The invention relates more particularly to a pulsator for a hair dryer which is driven by a stream of air from a blower and causes the air to be dispersed in a manner to simulate or cause pulses of air to be supplied at an outlet of the blower. It is already known to provide such pulsators, and one such pulsator is described in European application 441752. The pulsator comprises a centrally supported disc which is caused to rotate by the stream of air in a manner to interfere with the stream so that the air delivered to the user is non-laminar to simulate pulses emitting from the hair dryer.
It is an object of the present invention to provide a pulsator for a hair dryer in which the speed of rotation is controllable without significantly interfering with the pattern of the outflowing air and in a manner that is readily adaptable for providing the pulsator as a builtin or detachable component of a hair dryer.

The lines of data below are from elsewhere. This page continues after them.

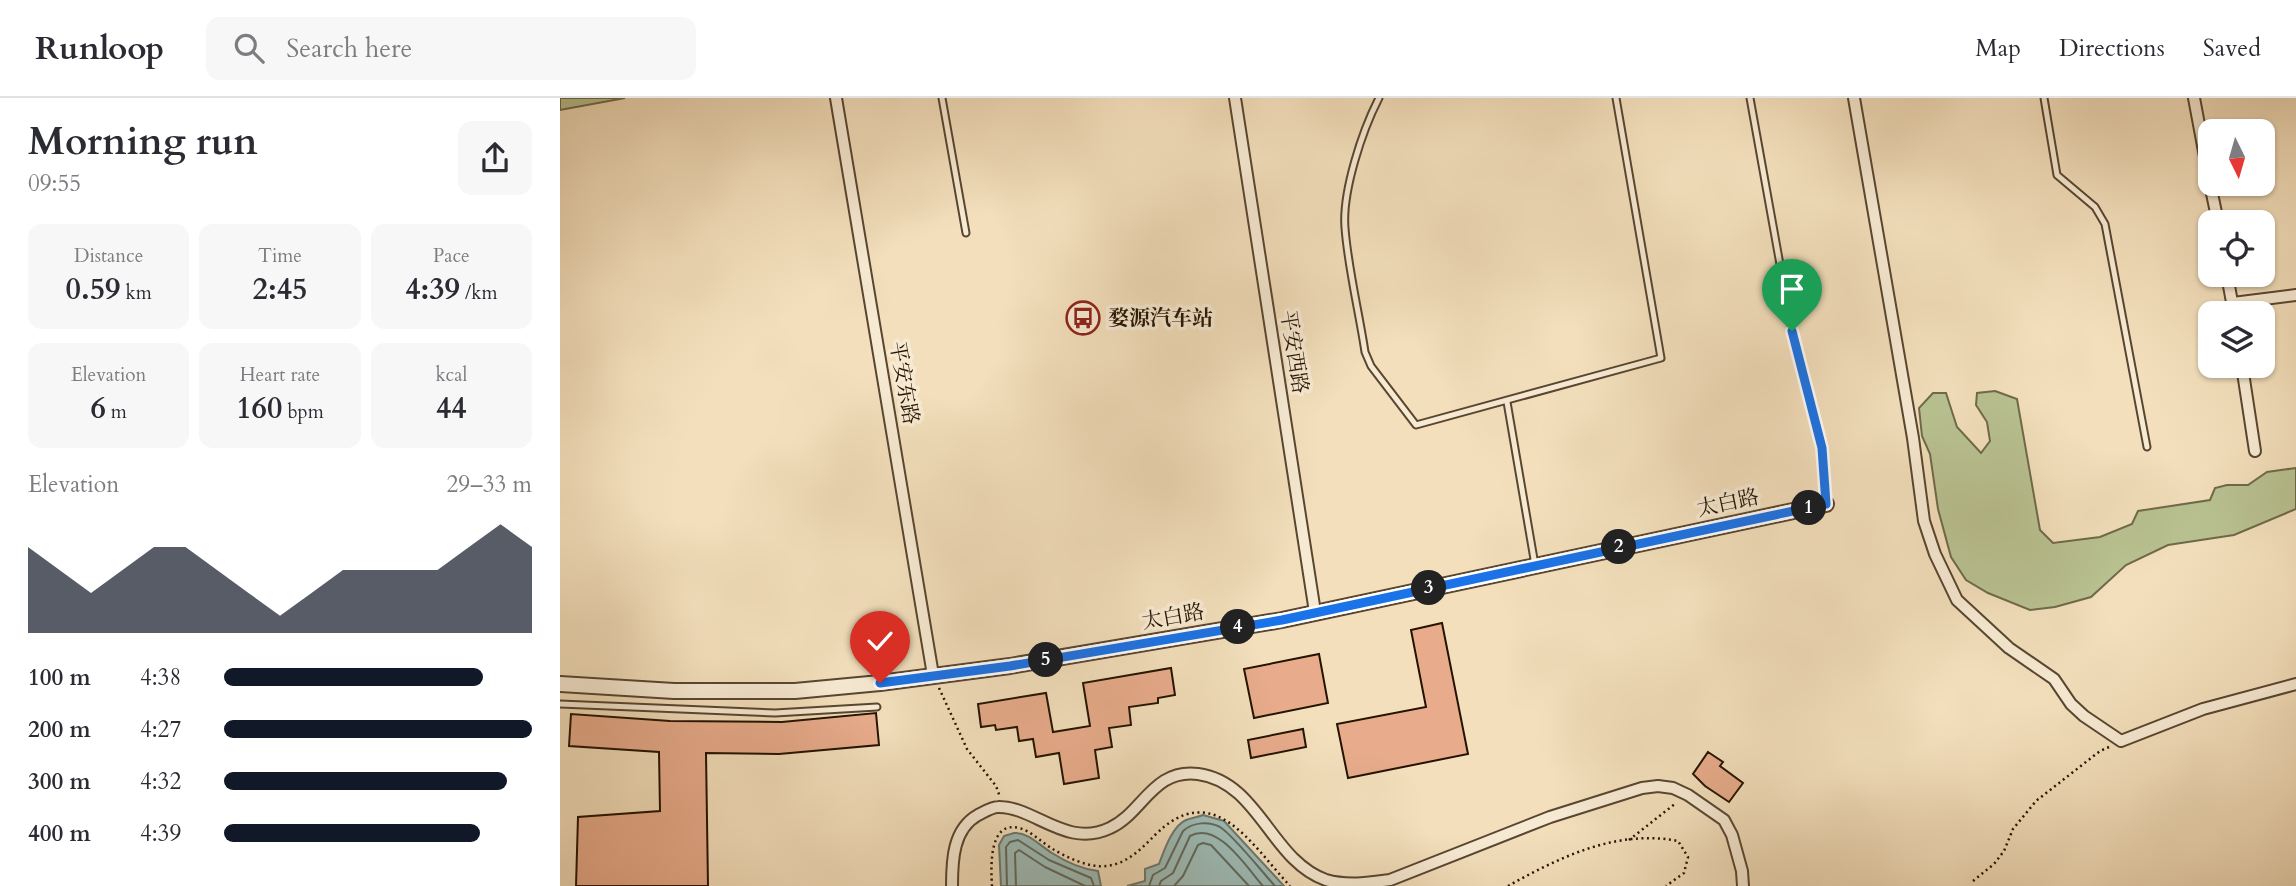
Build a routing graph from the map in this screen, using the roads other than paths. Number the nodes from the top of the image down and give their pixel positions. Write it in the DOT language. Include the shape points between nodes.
graph roads {
  1 [pos="836,98"];
  2 [pos="942,98"];
  3 [pos="1236,98"];
  4 [pos="1379,98"];
  5 [pos="1616,98"];
  6 [pos="1750,98"];
  7 [pos="1854,98"];
  8 [pos="2044,98"];
  9 [pos="2194,98"];
  10 [pos="2198,119"];
  11 [pos="966,233"];
  12 [pos="2296,295"];
  13 [pos="2267,301"];
  14 [pos="2244,378"];
  15 [pos="1507,402"];
  16 [pos="2147,447"];
  17 [pos="2255,451"];
  18 [pos="1826,504"];
  19 [pos="1535,565"];
  20 [pos="1315,612"];
  21 [pos="933,675"];
  22 [pos="560,684"];
  23 [pos="2296,684"];
  24 [pos="560,704"];
  25 [pos="877,707"];
  26 [pos="952,886"];
  27 [pos="1743,886"];
  1 -- 21 [label="street, 平安东路"];
  2 -- 11 [label="lane"];
  3 -- 20 [label="street, 平安西路"];
  4 -- 15 [label="lane" via="1347,191 1345,228 1365,352 1416,425"];
  5 -- 15 [label="lane" via="1661,358"];
  6 -- 18 [label="lane" via="1792,331 1822,448"];
  7 -- 23 [label="street" via="1924,521 1957,600 2009,648 2054,679 2084,716 2121,741 2203,709"];
  8 -- 16 [label="lane" via="2057,175 2095,207 2105,225"];
  9 -- 10 [label="street"];
  12 -- 13 [label="street"];
  14 -- 17 [label="street"];
  15 -- 19 [label="lane"];
  18 -- 19 [label="street, 太白路"];
  19 -- 20 [label="street, 太白路"];
  20 -- 21 [label="street, 太白路" via="1010,666"];
  21 -- 22 [label="street, 太白路" via="794,691 674,691"];
  24 -- 25 [label="lane" via="775,713"];
  26 -- 27 [label="street" via="954,850 970,820 997,807 1062,830 1097,832 1120,821 1158,784 1197,774 1232,787 1308,872 1328,881 1364,883 1390,880 1550,817 1658,786 1685,793 1724,820 1732,835"];
}
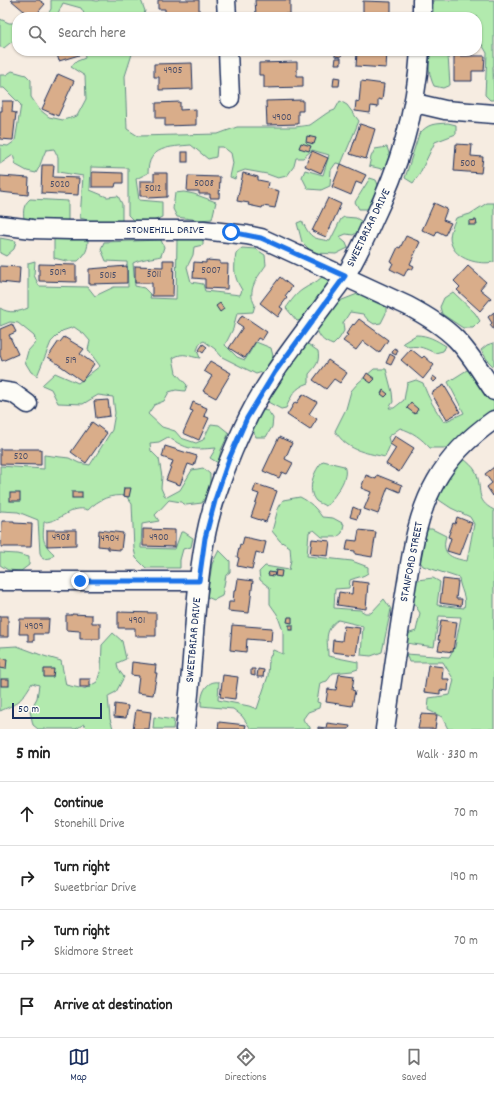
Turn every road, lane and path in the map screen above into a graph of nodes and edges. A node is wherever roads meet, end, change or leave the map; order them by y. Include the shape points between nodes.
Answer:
1 (226, 0) edge
2 (422, 0) edge
3 (227, 12) edge
4 (422, 12) edge
5 (228, 56) edge
6 (420, 56) edge
7 (230, 98) dead end
8 (414, 103) junction
9 (494, 114) edge
10 (0, 225) edge
11 (345, 276) junction
12 (0, 391) edge
13 (494, 391) edge
14 (28, 404) dead end
15 (494, 420) edge
16 (199, 581) junction
17 (0, 582) edge
18 (185, 729) edge
19 (385, 729) edge

1 - 3 street
2 - 4 street
5 - 7 street
6 - 8 street, SWEETBRIAR DRIVE
8 - 9 street via 445,110
8 - 11 street, SWEETBRIAR DRIVE via 407,135 393,176
10 - 11 street, STONEHILL DRIVE via 32,229 231,232 261,238
11 - 13 street, STONEHILL DRIVE via 408,306 442,326 469,354
11 - 16 street, SWEETBRIAR DRIVE via 275,372 247,418 216,497 205,538
12 - 14 street via 13,394
15 - 19 street, STANFORD STREET via 450,460 436,480 425,504 414,543
16 - 17 street
16 - 18 street, SWEETBRIAR DRIVE

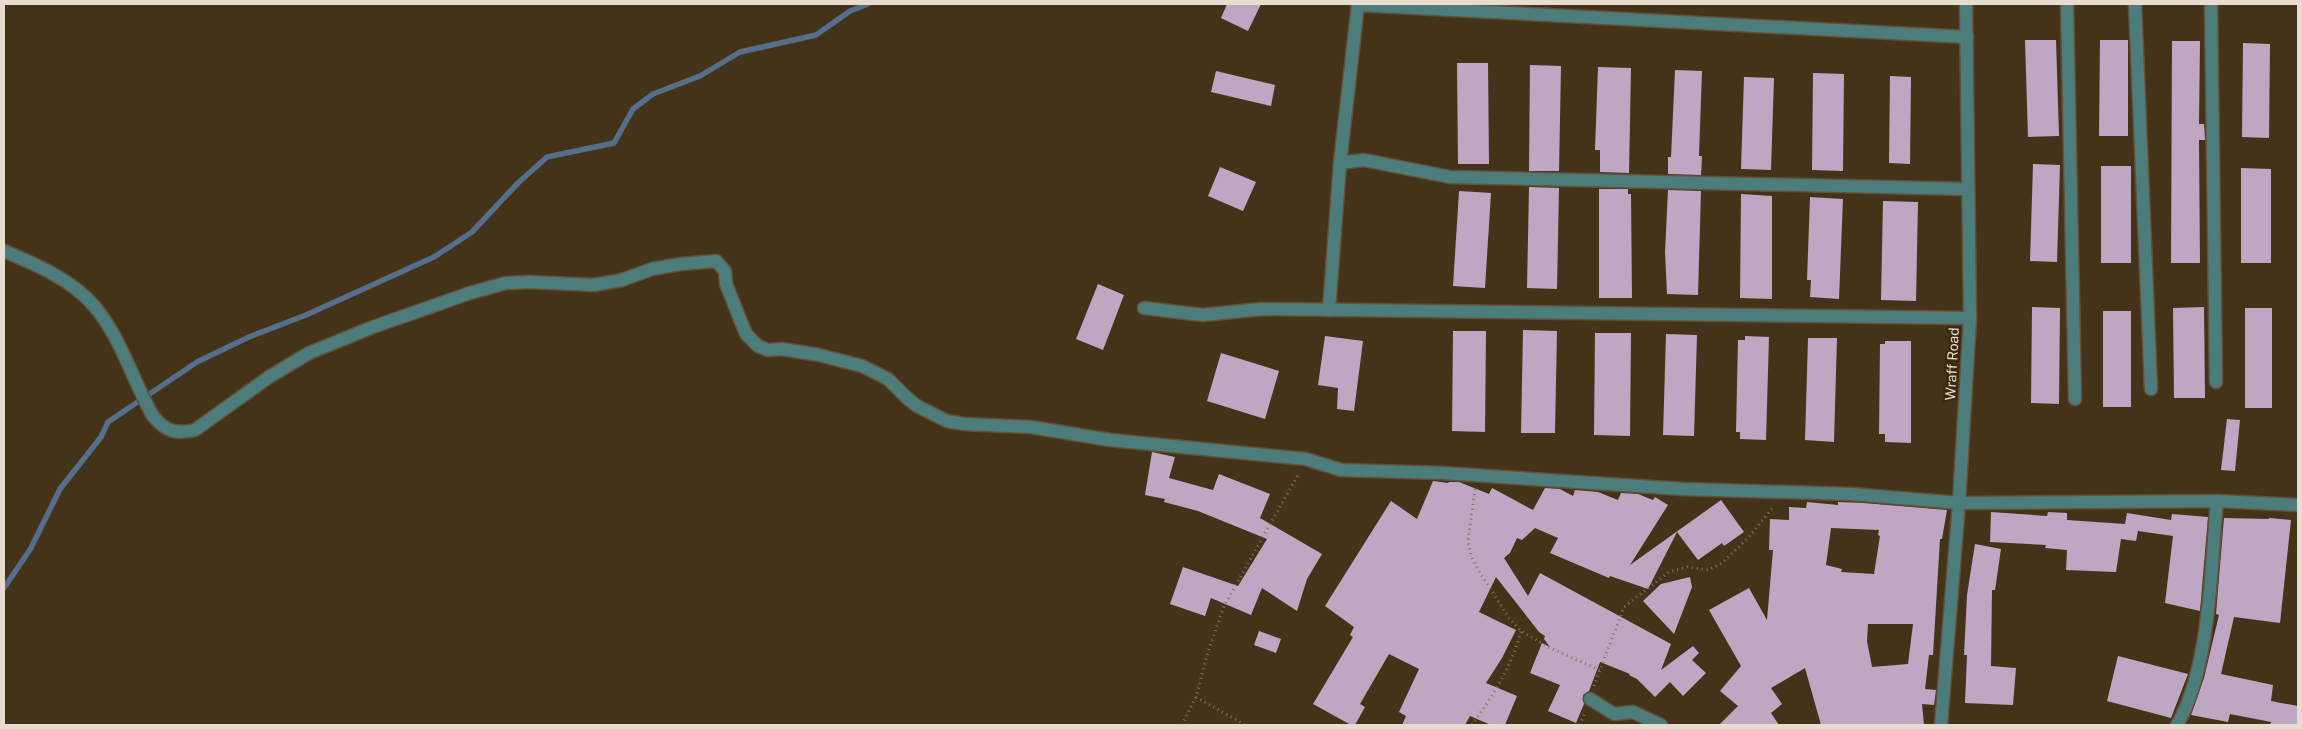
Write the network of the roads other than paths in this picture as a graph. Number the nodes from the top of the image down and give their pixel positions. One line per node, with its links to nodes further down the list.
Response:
1 (1358, 4): 6 (street); 7 (street)
2 (1966, 4): 6 (street, Wraff Road)
3 (2067, 4): 15 (street)
4 (2135, 4): 14 (street)
5 (2211, 4): 13 (street)
6 (1967, 37): 8 (street, Wraff Road)
7 (1340, 163): 8 (street); 11 (street)
8 (1968, 188): 12 (street, Wraff Road)
9 (4, 250): 17 (street)
10 (1144, 308): 11 (street)
11 (1329, 310): 12 (street)
12 (1970, 318): 17 (street, Wraff Road)
13 (2216, 382)
14 (2151, 389)
15 (2075, 399)
16 (2217, 501): 17 (street); 18 (street); 22 (street)
17 (1960, 503): 21 (street, Wraff Road)
18 (2298, 505)
19 (1590, 699): 20 (street)
20 (1661, 725)
21 (1942, 725)
22 (2177, 725)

According to the invention there is provided a pulsator for a hair dryer comprising a rotatably mounted generally circular disc which has an open sector to allow air to pass through the disc, a plurality of blades disposed around a peripheral rim of the disc to cause the disc to rotate when air flows past the blades, a housing with a central bearing for supporting the disc and having a number of apertures disposed around an imaginary circle opposite the blades, and a ring member mounted adjacent the housing with a number of protrusions which fit respectively at least partially over the apertures, in which the protrusions of the ring member are arranged to be movable relative to the apertures about the rotational axis of the disc to control the amount of air passing through the apertures so as to alter the speed of rotation of the disc in use.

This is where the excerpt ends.